In the aspect of error correction and quantum communication, the process of the quantum state interacting with environment and becoming a mixed state is considered as a noisy channel. Studies have been focused on finding the minimum output von Neumann entropy of the noisy channels because the quantity is related to the maximum mutual information between the input and output of the channels. Once the maximum mutual information of a noisy channel is computed, we know how much error correction is needed to send a piece of quantum information without loss.

Nevertheless, a mixed state is not necessary a pure state with noise. For example, a thermalized quantum state needs to be described as a mixed state. We want to track all components of the density matrix instead of correcting it. Besides, in the Noisy Intermediate Scale Quantum (NISQ) era, quantum computers are used without error correction. To understand how noise affects quantum computers, it is important to track how a density matrix evolve through noisy channels. These lead to the motivation of compressing a mixed state for more efficient characterization.

In the aspect of compression, one should focus on the maximum output von Neumann entropy of a channel because it is related to the minimum mutual information which defines the optimal compression rate. In the following, we give two examples of noisy channels and study the growth of maximum output entropy as a function of number of qubit. Several assumptions are made. First, it is assumed that the noise level is small ( $\simeq0.1\%$) in the noisy channels. Second, $n$-qubit noisy channels are composition of single-qubit noisy channels. In other word, it is assumed that noise in a qubit is independent to other qubits.

In the bit-flip channel defined by $\rho\rightarrow(1-p)\rho+p\sigma_x\rho\sigma_x$, where p is the noise level, $\sigma_x$ is the Pauli X matrix, it is found that the maximum output entropy growth approximately logarithmically. It means that, while it takes $\mathcal{O}(2^N\times2^N)$ complex numbers to track a full density matrix, it is possible to tack a compressed representation with only $\mathcal{O}(N\times2^N)$ numbers. The compression rate is approximately $\mathcal{O}(\frac{N}{2^N})$. In the depolarizing channel defined by $\rho\rightarrow(1-p)\rho+\frac p3\sigma_x\rho\sigma_x+\frac p3\sigma_y\rho\sigma_y+\frac p3\sigma_z\rho\sigma_z$, where $\sigma_y$ is the Pauli Y matrix and $\sigma_z$ is the Pauli Z matrix, it is harder to find the exact maximum output entropy. But it is found that the entropy is upper bounded by a quantity that grows approximately logarithmically. Thus, the compression rate is also approximately $\mathcal{O}(\frac{N}{2^N})$.

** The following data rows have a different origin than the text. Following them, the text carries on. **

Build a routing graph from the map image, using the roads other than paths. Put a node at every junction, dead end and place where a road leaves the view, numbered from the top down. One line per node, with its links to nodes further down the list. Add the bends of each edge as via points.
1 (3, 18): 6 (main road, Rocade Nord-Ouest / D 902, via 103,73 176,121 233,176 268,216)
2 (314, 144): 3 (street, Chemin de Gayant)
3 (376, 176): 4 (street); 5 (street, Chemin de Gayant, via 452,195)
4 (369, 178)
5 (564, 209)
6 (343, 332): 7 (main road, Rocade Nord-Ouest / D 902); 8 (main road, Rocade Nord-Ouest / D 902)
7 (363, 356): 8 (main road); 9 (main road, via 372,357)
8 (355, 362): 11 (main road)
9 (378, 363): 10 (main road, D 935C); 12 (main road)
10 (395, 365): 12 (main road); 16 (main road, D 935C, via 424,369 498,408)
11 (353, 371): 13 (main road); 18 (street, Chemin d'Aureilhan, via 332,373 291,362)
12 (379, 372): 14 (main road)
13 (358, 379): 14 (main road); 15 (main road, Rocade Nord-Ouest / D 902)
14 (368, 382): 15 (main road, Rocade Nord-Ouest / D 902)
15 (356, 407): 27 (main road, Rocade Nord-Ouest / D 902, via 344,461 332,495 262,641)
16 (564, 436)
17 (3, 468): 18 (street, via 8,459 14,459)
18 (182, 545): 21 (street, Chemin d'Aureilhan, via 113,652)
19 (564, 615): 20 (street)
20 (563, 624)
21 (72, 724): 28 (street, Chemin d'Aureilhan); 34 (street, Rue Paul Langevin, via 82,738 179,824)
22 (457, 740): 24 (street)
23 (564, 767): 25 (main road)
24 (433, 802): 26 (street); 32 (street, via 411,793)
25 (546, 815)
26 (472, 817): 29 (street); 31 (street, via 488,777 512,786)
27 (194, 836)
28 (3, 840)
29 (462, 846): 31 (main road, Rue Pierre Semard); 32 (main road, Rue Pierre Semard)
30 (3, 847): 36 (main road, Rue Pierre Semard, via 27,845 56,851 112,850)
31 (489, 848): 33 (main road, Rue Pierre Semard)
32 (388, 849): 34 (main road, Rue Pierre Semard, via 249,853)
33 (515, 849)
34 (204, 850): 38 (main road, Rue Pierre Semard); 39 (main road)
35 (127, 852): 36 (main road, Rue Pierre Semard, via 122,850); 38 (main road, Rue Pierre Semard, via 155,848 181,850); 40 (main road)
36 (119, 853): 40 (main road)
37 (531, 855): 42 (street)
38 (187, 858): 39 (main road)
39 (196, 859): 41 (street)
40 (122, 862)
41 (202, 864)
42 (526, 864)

In summary, compared to the computational resource used in simulations of a full density matrix, it is possible to use only a small fraction of that when the noise is small. This is because the entropy grows much slower than the Hilbert space; while the dimensionality of Hilbert space grows like $2^N$, the effective dimensionality of the density matrix (or the effective rank) grows approxmiately polynomially. This gives the possibility of compression and efficient simulation of a density matrix with small noise.